*WORK ORDER*:
This exercise calls for retyping every line below exactly, with the images omitted.

*** DATA RECORDS

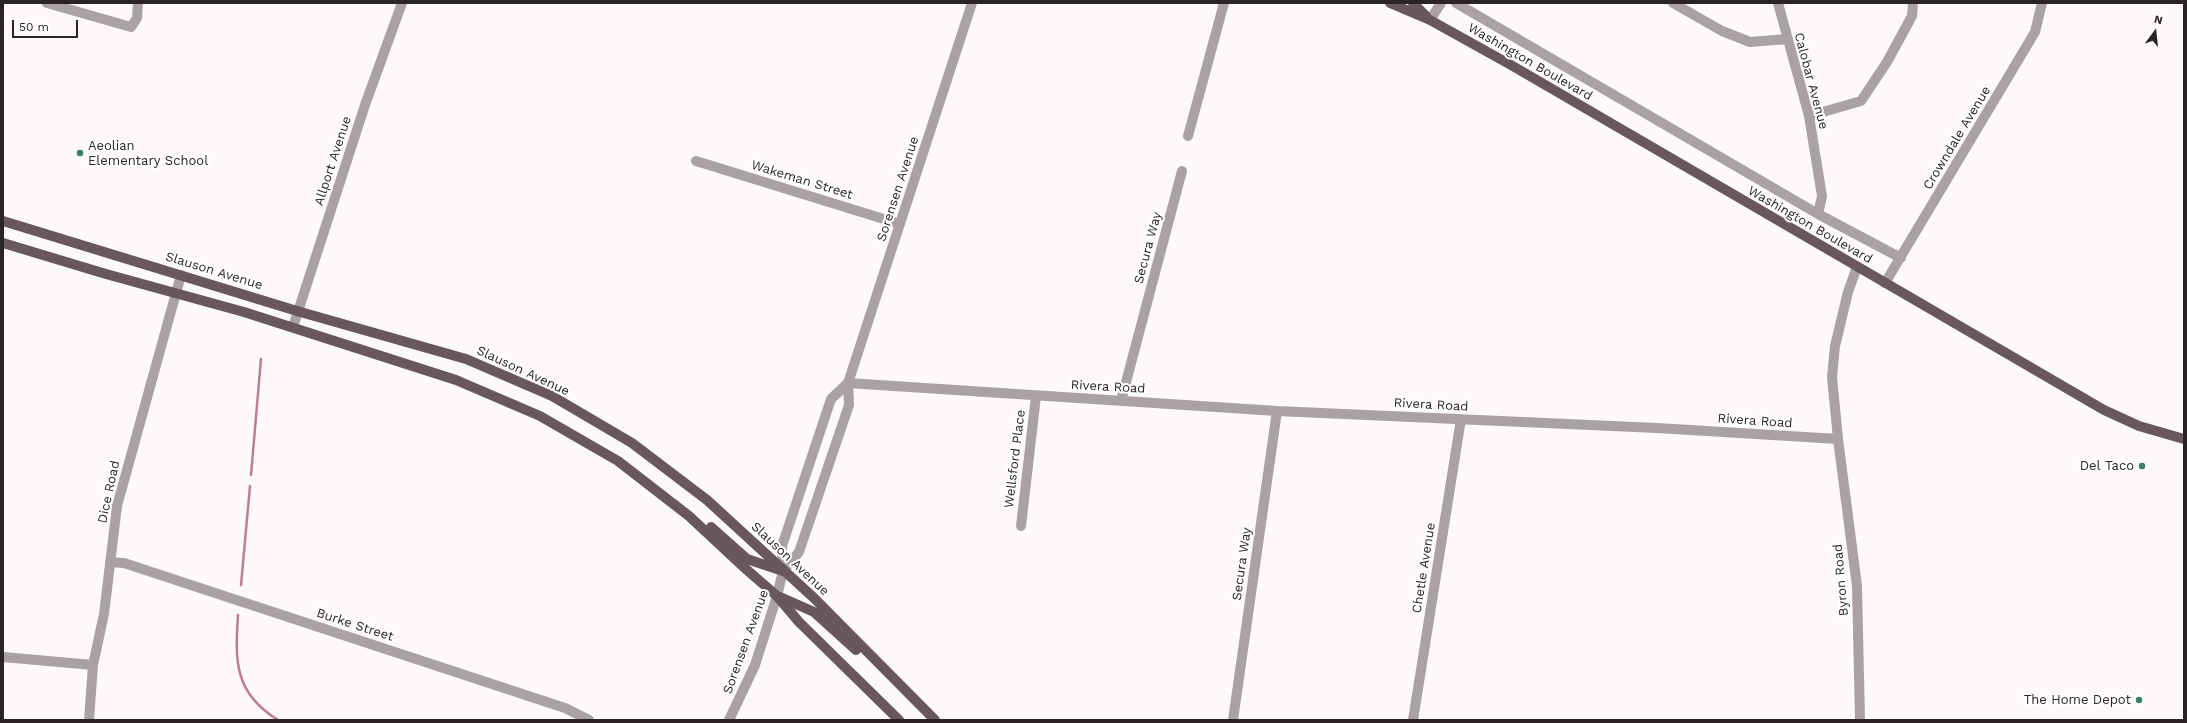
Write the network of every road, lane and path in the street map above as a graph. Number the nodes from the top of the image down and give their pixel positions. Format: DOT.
graph roads {
  1 [pos="47,3"];
  2 [pos="138,3"];
  3 [pos="402,3"];
  4 [pos="972,3"];
  5 [pos="1224,3"];
  6 [pos="1390,3"];
  7 [pos="1413,3"];
  8 [pos="1441,3"];
  9 [pos="1456,3"];
  10 [pos="1673,3"];
  11 [pos="1778,3"];
  12 [pos="1913,3"];
  13 [pos="2042,3"];
  14 [pos="1430,20"];
  15 [pos="1787,39"];
  16 [pos="1809,116"];
  17 [pos="1188,136"];
  18 [pos="696,161"];
  19 [pos="1182,171"];
  20 [pos="1818,214"];
  21 [pos="3,221"];
  22 [pos="900,224"];
  23 [pos="3,243"];
  24 [pos="1901,258"];
  25 [pos="1857,267"];
  26 [pos="181,275"];
  27 [pos="1885,283"];
  28 [pos="176,294"];
  29 [pos="297,311"];
  30 [pos="292,327"];
  31 [pos="848,383"];
  32 [pos="1036,396"];
  33 [pos="1121,400"];
  34 [pos="1277,411"];
  35 [pos="1462,419"];
  36 [pos="1838,439"];
  37 [pos="2184,439"];
  38 [pos="678,506"];
  39 [pos="1021,526"];
  40 [pos="110,562"];
  41 [pos="783,571"];
  42 [pos="778,596"];
  43 [pos="866,652"];
  44 [pos="3,657"];
  45 [pos="93,665"];
  46 [pos="89,720"];
  47 [pos="589,720"];
  48 [pos="729,720"];
  49 [pos="899,720"];
  50 [pos="935,720"];
  51 [pos="1233,720"];
  52 [pos="1413,720"];
  53 [pos="1860,720"];
  1 -- 2 [label="street"];
  3 -- 29 [label="street, Allport Avenue"];
  4 -- 22 [label="street, Sorensen Avenue"];
  5 -- 17 [label="street"];
  6 -- 14 [label="main road, Washington Boulevard"];
  7 -- 14 [label="main road, Washington Boulevard"];
  8 -- 14 [label="street"];
  9 -- 20 [label="street, Washington Boulevard"];
  10 -- 15 [label="street"];
  11 -- 15 [label="street, Calobar Avenue"];
  12 -- 16 [label="street"];
  13 -- 24 [label="street, Crowndale Avenue"];
  14 -- 25 [label="main road, Washington Boulevard"];
  15 -- 16 [label="street, Calobar Avenue"];
  16 -- 20 [label="street, Calobar Avenue"];
  18 -- 22 [label="street, Wakeman Street"];
  19 -- 33 [label="street, Secura Way"];
  20 -- 24 [label="street, Washington Boulevard"];
  21 -- 26 [label="main road, Slauson Avenue"];
  22 -- 31 [label="street, Sorensen Avenue"];
  23 -- 28 [label="main road"];
  24 -- 27 [label="street, Crowndale Avenue"];
  25 -- 27 [label="main road, Washington Boulevard"];
  25 -- 36 [label="street"];
  26 -- 28 [label="street, Dice Road"];
  26 -- 29 [label="main road, Slauson Avenue"];
  27 -- 37 [label="main road, Washington Boulevard"];
  28 -- 30 [label="main road"];
  28 -- 40 [label="street, Dice Road"];
  29 -- 30 [label="street, Allport Avenue"];
  29 -- 41 [label="main road, Slauson Avenue"];
  30 -- 38 [label="main road"];
  31 -- 32 [label="street, Rivera Road"];
  31 -- 41 [label="street, Sorensen Avenue"];
  31 -- 41 [label="street, Sorensen Avenue"];
  32 -- 33 [label="street, Rivera Road"];
  32 -- 39 [label="street, Wellsford Place"];
  33 -- 34 [label="street, Rivera Road"];
  34 -- 35 [label="street, Rivera Road"];
  34 -- 51 [label="street, Secura Way"];
  35 -- 36 [label="street, Rivera Road"];
  35 -- 52 [label="street, Chetle Avenue"];
  36 -- 53 [label="street, Byron Road"];
  38 -- 41 [label="main road"];
  38 -- 42 [label="main road"];
  40 -- 45 [label="street, Dice Road"];
  40 -- 47 [label="street, Burke Street"];
  41 -- 42 [label="street, Sorensen Avenue"];
  41 -- 43 [label="main road, Slauson Avenue"];
  42 -- 43 [label="main road"];
  42 -- 48 [label="street, Sorensen Avenue"];
  42 -- 49 [label="main road"];
  43 -- 50 [label="main road, Slauson Avenue"];
  44 -- 45 [label="street"];
  45 -- 46 [label="street, Dice Road"];
}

******

*THE COMPLETED TASK*:
Write the network of every road, lane and path in the street map above as a graph. Number the nodes from the top of the image down and give their pixel positions. Format: DOT.
graph roads {
  1 [pos="47,3"];
  2 [pos="138,3"];
  3 [pos="402,3"];
  4 [pos="972,3"];
  5 [pos="1224,3"];
  6 [pos="1390,3"];
  7 [pos="1413,3"];
  8 [pos="1441,3"];
  9 [pos="1456,3"];
  10 [pos="1673,3"];
  11 [pos="1778,3"];
  12 [pos="1913,3"];
  13 [pos="2042,3"];
  14 [pos="1430,20"];
  15 [pos="1787,39"];
  16 [pos="1809,116"];
  17 [pos="1188,136"];
  18 [pos="696,161"];
  19 [pos="1182,171"];
  20 [pos="1818,214"];
  21 [pos="3,221"];
  22 [pos="900,224"];
  23 [pos="3,243"];
  24 [pos="1901,258"];
  25 [pos="1857,267"];
  26 [pos="181,275"];
  27 [pos="1885,283"];
  28 [pos="176,294"];
  29 [pos="297,311"];
  30 [pos="292,327"];
  31 [pos="848,383"];
  32 [pos="1036,396"];
  33 [pos="1121,400"];
  34 [pos="1277,411"];
  35 [pos="1462,419"];
  36 [pos="1838,439"];
  37 [pos="2184,439"];
  38 [pos="678,506"];
  39 [pos="1021,526"];
  40 [pos="110,562"];
  41 [pos="783,571"];
  42 [pos="778,596"];
  43 [pos="866,652"];
  44 [pos="3,657"];
  45 [pos="93,665"];
  46 [pos="89,720"];
  47 [pos="589,720"];
  48 [pos="729,720"];
  49 [pos="899,720"];
  50 [pos="935,720"];
  51 [pos="1233,720"];
  52 [pos="1413,720"];
  53 [pos="1860,720"];
  1 -- 2 [label="street"];
  3 -- 29 [label="street, Allport Avenue"];
  4 -- 22 [label="street, Sorensen Avenue"];
  5 -- 17 [label="street"];
  6 -- 14 [label="main road, Washington Boulevard"];
  7 -- 14 [label="main road, Washington Boulevard"];
  8 -- 14 [label="street"];
  9 -- 20 [label="street, Washington Boulevard"];
  10 -- 15 [label="street"];
  11 -- 15 [label="street, Calobar Avenue"];
  12 -- 16 [label="street"];
  13 -- 24 [label="street, Crowndale Avenue"];
  14 -- 25 [label="main road, Washington Boulevard"];
  15 -- 16 [label="street, Calobar Avenue"];
  16 -- 20 [label="street, Calobar Avenue"];
  18 -- 22 [label="street, Wakeman Street"];
  19 -- 33 [label="street, Secura Way"];
  20 -- 24 [label="street, Washington Boulevard"];
  21 -- 26 [label="main road, Slauson Avenue"];
  22 -- 31 [label="street, Sorensen Avenue"];
  23 -- 28 [label="main road"];
  24 -- 27 [label="street, Crowndale Avenue"];
  25 -- 27 [label="main road, Washington Boulevard"];
  25 -- 36 [label="street"];
  26 -- 28 [label="street, Dice Road"];
  26 -- 29 [label="main road, Slauson Avenue"];
  27 -- 37 [label="main road, Washington Boulevard"];
  28 -- 30 [label="main road"];
  28 -- 40 [label="street, Dice Road"];
  29 -- 30 [label="street, Allport Avenue"];
  29 -- 41 [label="main road, Slauson Avenue"];
  30 -- 38 [label="main road"];
  31 -- 32 [label="street, Rivera Road"];
  31 -- 41 [label="street, Sorensen Avenue"];
  31 -- 41 [label="street, Sorensen Avenue"];
  32 -- 33 [label="street, Rivera Road"];
  32 -- 39 [label="street, Wellsford Place"];
  33 -- 34 [label="street, Rivera Road"];
  34 -- 35 [label="street, Rivera Road"];
  34 -- 51 [label="street, Secura Way"];
  35 -- 36 [label="street, Rivera Road"];
  35 -- 52 [label="street, Chetle Avenue"];
  36 -- 53 [label="street, Byron Road"];
  38 -- 41 [label="main road"];
  38 -- 42 [label="main road"];
  40 -- 45 [label="street, Dice Road"];
  40 -- 47 [label="street, Burke Street"];
  41 -- 42 [label="street, Sorensen Avenue"];
  41 -- 43 [label="main road, Slauson Avenue"];
  42 -- 43 [label="main road"];
  42 -- 48 [label="street, Sorensen Avenue"];
  42 -- 49 [label="main road"];
  43 -- 50 [label="main road, Slauson Avenue"];
  44 -- 45 [label="street"];
  45 -- 46 [label="street, Dice Road"];
}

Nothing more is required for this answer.